(Stored data)
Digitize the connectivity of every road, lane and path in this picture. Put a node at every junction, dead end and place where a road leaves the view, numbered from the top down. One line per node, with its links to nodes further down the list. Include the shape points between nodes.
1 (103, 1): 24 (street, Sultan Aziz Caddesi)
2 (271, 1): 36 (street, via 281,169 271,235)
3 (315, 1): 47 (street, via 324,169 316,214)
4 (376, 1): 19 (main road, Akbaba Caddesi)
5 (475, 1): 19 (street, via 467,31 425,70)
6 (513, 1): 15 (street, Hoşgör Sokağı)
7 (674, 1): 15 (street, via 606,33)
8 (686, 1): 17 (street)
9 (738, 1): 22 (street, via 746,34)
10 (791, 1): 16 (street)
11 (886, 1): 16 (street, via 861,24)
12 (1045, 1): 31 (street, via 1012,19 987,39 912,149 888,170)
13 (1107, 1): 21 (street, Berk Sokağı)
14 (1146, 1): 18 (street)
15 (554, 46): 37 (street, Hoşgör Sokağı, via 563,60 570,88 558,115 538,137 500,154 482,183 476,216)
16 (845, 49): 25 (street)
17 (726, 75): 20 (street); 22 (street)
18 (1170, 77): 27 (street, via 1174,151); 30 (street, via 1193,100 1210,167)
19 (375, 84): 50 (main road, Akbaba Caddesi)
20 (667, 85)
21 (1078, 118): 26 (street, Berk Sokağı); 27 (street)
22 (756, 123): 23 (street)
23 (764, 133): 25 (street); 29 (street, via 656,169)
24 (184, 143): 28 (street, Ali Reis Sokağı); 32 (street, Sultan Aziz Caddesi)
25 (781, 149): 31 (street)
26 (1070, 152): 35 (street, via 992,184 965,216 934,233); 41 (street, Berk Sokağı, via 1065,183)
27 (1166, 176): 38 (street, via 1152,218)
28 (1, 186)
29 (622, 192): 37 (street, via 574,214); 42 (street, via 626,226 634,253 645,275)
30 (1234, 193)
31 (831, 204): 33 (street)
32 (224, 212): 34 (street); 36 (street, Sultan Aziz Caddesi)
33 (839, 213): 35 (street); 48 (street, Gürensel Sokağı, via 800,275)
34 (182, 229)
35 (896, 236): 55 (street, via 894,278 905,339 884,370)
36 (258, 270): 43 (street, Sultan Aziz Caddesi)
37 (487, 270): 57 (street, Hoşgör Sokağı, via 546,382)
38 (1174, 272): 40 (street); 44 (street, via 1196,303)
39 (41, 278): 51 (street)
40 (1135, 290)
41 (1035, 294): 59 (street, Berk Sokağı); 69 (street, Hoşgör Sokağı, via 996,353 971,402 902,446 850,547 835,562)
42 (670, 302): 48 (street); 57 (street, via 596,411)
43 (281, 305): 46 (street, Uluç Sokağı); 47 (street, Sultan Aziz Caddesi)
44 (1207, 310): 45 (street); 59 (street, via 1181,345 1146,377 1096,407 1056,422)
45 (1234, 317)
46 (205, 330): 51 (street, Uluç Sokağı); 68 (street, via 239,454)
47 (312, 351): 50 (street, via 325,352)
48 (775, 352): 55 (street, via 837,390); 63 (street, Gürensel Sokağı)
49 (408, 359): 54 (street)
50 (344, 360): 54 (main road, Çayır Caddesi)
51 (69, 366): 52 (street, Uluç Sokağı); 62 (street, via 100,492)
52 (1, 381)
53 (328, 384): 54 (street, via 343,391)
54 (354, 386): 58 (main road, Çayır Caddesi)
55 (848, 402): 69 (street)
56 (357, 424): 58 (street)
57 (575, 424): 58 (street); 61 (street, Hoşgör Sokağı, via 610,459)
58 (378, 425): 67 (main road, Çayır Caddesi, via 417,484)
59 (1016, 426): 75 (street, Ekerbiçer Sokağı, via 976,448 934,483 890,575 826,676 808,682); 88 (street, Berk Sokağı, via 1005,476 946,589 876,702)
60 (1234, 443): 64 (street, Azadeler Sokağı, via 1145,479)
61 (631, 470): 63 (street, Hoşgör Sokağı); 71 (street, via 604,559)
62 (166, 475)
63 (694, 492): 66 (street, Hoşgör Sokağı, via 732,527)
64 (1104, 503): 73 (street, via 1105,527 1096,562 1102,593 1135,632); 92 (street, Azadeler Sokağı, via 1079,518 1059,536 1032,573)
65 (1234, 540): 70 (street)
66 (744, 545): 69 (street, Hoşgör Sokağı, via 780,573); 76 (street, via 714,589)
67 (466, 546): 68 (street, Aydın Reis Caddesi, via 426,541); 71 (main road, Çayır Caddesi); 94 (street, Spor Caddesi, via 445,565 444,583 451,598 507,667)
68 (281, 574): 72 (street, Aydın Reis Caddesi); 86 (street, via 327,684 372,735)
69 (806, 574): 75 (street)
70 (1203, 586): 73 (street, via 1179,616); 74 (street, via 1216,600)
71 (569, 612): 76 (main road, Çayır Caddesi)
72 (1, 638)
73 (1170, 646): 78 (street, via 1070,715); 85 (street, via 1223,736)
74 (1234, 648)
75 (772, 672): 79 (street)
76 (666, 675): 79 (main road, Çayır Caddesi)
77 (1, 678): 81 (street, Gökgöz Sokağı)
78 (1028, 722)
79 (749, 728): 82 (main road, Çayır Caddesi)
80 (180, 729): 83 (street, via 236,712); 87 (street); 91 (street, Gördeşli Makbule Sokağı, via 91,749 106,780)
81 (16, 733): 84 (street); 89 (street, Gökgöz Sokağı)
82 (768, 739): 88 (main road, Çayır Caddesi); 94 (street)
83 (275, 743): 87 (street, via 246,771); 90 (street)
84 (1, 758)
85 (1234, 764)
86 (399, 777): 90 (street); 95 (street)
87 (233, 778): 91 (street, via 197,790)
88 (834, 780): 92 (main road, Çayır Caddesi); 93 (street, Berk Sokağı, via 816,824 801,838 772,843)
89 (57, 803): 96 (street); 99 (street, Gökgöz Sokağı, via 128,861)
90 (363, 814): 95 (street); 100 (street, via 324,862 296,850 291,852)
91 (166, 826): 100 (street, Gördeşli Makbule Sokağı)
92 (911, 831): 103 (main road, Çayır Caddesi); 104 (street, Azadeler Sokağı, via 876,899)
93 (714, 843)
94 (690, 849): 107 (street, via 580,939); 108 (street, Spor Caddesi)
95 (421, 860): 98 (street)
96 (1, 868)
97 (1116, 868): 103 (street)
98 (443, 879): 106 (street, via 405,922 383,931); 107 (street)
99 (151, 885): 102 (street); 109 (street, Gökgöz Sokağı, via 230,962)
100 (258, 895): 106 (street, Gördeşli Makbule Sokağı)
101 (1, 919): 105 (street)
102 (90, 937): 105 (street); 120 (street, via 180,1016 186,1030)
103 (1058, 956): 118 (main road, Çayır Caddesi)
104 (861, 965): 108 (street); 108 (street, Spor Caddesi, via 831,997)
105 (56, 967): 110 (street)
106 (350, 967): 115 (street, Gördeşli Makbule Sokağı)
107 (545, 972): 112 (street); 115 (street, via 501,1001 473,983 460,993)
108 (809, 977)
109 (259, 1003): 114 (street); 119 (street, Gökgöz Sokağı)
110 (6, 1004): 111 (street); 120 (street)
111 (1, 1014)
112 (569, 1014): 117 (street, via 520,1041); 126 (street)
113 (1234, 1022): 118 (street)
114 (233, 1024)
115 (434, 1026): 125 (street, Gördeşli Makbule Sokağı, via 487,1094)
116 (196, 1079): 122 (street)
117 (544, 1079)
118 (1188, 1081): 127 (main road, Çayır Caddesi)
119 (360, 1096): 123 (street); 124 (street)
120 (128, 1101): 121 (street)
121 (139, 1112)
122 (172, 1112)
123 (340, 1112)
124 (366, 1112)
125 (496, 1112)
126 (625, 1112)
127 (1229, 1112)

Try it: Every entry above needs to be written out again exactly.

Written solution:
Digitize the connectivity of every road, lane and path in this picture. Put a node at every junction, dead end and place where a road leaves the view, numbered from the top down. One line per node, with its links to nodes further down the list. Include the shape points between nodes.
1 (103, 1): 24 (street, Sultan Aziz Caddesi)
2 (271, 1): 36 (street, via 281,169 271,235)
3 (315, 1): 47 (street, via 324,169 316,214)
4 (376, 1): 19 (main road, Akbaba Caddesi)
5 (475, 1): 19 (street, via 467,31 425,70)
6 (513, 1): 15 (street, Hoşgör Sokağı)
7 (674, 1): 15 (street, via 606,33)
8 (686, 1): 17 (street)
9 (738, 1): 22 (street, via 746,34)
10 (791, 1): 16 (street)
11 (886, 1): 16 (street, via 861,24)
12 (1045, 1): 31 (street, via 1012,19 987,39 912,149 888,170)
13 (1107, 1): 21 (street, Berk Sokağı)
14 (1146, 1): 18 (street)
15 (554, 46): 37 (street, Hoşgör Sokağı, via 563,60 570,88 558,115 538,137 500,154 482,183 476,216)
16 (845, 49): 25 (street)
17 (726, 75): 20 (street); 22 (street)
18 (1170, 77): 27 (street, via 1174,151); 30 (street, via 1193,100 1210,167)
19 (375, 84): 50 (main road, Akbaba Caddesi)
20 (667, 85)
21 (1078, 118): 26 (street, Berk Sokağı); 27 (street)
22 (756, 123): 23 (street)
23 (764, 133): 25 (street); 29 (street, via 656,169)
24 (184, 143): 28 (street, Ali Reis Sokağı); 32 (street, Sultan Aziz Caddesi)
25 (781, 149): 31 (street)
26 (1070, 152): 35 (street, via 992,184 965,216 934,233); 41 (street, Berk Sokağı, via 1065,183)
27 (1166, 176): 38 (street, via 1152,218)
28 (1, 186)
29 (622, 192): 37 (street, via 574,214); 42 (street, via 626,226 634,253 645,275)
30 (1234, 193)
31 (831, 204): 33 (street)
32 (224, 212): 34 (street); 36 (street, Sultan Aziz Caddesi)
33 (839, 213): 35 (street); 48 (street, Gürensel Sokağı, via 800,275)
34 (182, 229)
35 (896, 236): 55 (street, via 894,278 905,339 884,370)
36 (258, 270): 43 (street, Sultan Aziz Caddesi)
37 (487, 270): 57 (street, Hoşgör Sokağı, via 546,382)
38 (1174, 272): 40 (street); 44 (street, via 1196,303)
39 (41, 278): 51 (street)
40 (1135, 290)
41 (1035, 294): 59 (street, Berk Sokağı); 69 (street, Hoşgör Sokağı, via 996,353 971,402 902,446 850,547 835,562)
42 (670, 302): 48 (street); 57 (street, via 596,411)
43 (281, 305): 46 (street, Uluç Sokağı); 47 (street, Sultan Aziz Caddesi)
44 (1207, 310): 45 (street); 59 (street, via 1181,345 1146,377 1096,407 1056,422)
45 (1234, 317)
46 (205, 330): 51 (street, Uluç Sokağı); 68 (street, via 239,454)
47 (312, 351): 50 (street, via 325,352)
48 (775, 352): 55 (street, via 837,390); 63 (street, Gürensel Sokağı)
49 (408, 359): 54 (street)
50 (344, 360): 54 (main road, Çayır Caddesi)
51 (69, 366): 52 (street, Uluç Sokağı); 62 (street, via 100,492)
52 (1, 381)
53 (328, 384): 54 (street, via 343,391)
54 (354, 386): 58 (main road, Çayır Caddesi)
55 (848, 402): 69 (street)
56 (357, 424): 58 (street)
57 (575, 424): 58 (street); 61 (street, Hoşgör Sokağı, via 610,459)
58 (378, 425): 67 (main road, Çayır Caddesi, via 417,484)
59 (1016, 426): 75 (street, Ekerbiçer Sokağı, via 976,448 934,483 890,575 826,676 808,682); 88 (street, Berk Sokağı, via 1005,476 946,589 876,702)
60 (1234, 443): 64 (street, Azadeler Sokağı, via 1145,479)
61 (631, 470): 63 (street, Hoşgör Sokağı); 71 (street, via 604,559)
62 (166, 475)
63 (694, 492): 66 (street, Hoşgör Sokağı, via 732,527)
64 (1104, 503): 73 (street, via 1105,527 1096,562 1102,593 1135,632); 92 (street, Azadeler Sokağı, via 1079,518 1059,536 1032,573)
65 (1234, 540): 70 (street)
66 (744, 545): 69 (street, Hoşgör Sokağı, via 780,573); 76 (street, via 714,589)
67 (466, 546): 68 (street, Aydın Reis Caddesi, via 426,541); 71 (main road, Çayır Caddesi); 94 (street, Spor Caddesi, via 445,565 444,583 451,598 507,667)
68 (281, 574): 72 (street, Aydın Reis Caddesi); 86 (street, via 327,684 372,735)
69 (806, 574): 75 (street)
70 (1203, 586): 73 (street, via 1179,616); 74 (street, via 1216,600)
71 (569, 612): 76 (main road, Çayır Caddesi)
72 (1, 638)
73 (1170, 646): 78 (street, via 1070,715); 85 (street, via 1223,736)
74 (1234, 648)
75 (772, 672): 79 (street)
76 (666, 675): 79 (main road, Çayır Caddesi)
77 (1, 678): 81 (street, Gökgöz Sokağı)
78 (1028, 722)
79 (749, 728): 82 (main road, Çayır Caddesi)
80 (180, 729): 83 (street, via 236,712); 87 (street); 91 (street, Gördeşli Makbule Sokağı, via 91,749 106,780)
81 (16, 733): 84 (street); 89 (street, Gökgöz Sokağı)
82 (768, 739): 88 (main road, Çayır Caddesi); 94 (street)
83 (275, 743): 87 (street, via 246,771); 90 (street)
84 (1, 758)
85 (1234, 764)
86 (399, 777): 90 (street); 95 (street)
87 (233, 778): 91 (street, via 197,790)
88 (834, 780): 92 (main road, Çayır Caddesi); 93 (street, Berk Sokağı, via 816,824 801,838 772,843)
89 (57, 803): 96 (street); 99 (street, Gökgöz Sokağı, via 128,861)
90 (363, 814): 95 (street); 100 (street, via 324,862 296,850 291,852)
91 (166, 826): 100 (street, Gördeşli Makbule Sokağı)
92 (911, 831): 103 (main road, Çayır Caddesi); 104 (street, Azadeler Sokağı, via 876,899)
93 (714, 843)
94 (690, 849): 107 (street, via 580,939); 108 (street, Spor Caddesi)
95 (421, 860): 98 (street)
96 (1, 868)
97 (1116, 868): 103 (street)
98 (443, 879): 106 (street, via 405,922 383,931); 107 (street)
99 (151, 885): 102 (street); 109 (street, Gökgöz Sokağı, via 230,962)
100 (258, 895): 106 (street, Gördeşli Makbule Sokağı)
101 (1, 919): 105 (street)
102 (90, 937): 105 (street); 120 (street, via 180,1016 186,1030)
103 (1058, 956): 118 (main road, Çayır Caddesi)
104 (861, 965): 108 (street); 108 (street, Spor Caddesi, via 831,997)
105 (56, 967): 110 (street)
106 (350, 967): 115 (street, Gördeşli Makbule Sokağı)
107 (545, 972): 112 (street); 115 (street, via 501,1001 473,983 460,993)
108 (809, 977)
109 (259, 1003): 114 (street); 119 (street, Gökgöz Sokağı)
110 (6, 1004): 111 (street); 120 (street)
111 (1, 1014)
112 (569, 1014): 117 (street, via 520,1041); 126 (street)
113 (1234, 1022): 118 (street)
114 (233, 1024)
115 (434, 1026): 125 (street, Gördeşli Makbule Sokağı, via 487,1094)
116 (196, 1079): 122 (street)
117 (544, 1079)
118 (1188, 1081): 127 (main road, Çayır Caddesi)
119 (360, 1096): 123 (street); 124 (street)
120 (128, 1101): 121 (street)
121 (139, 1112)
122 (172, 1112)
123 (340, 1112)
124 (366, 1112)
125 (496, 1112)
126 (625, 1112)
127 (1229, 1112)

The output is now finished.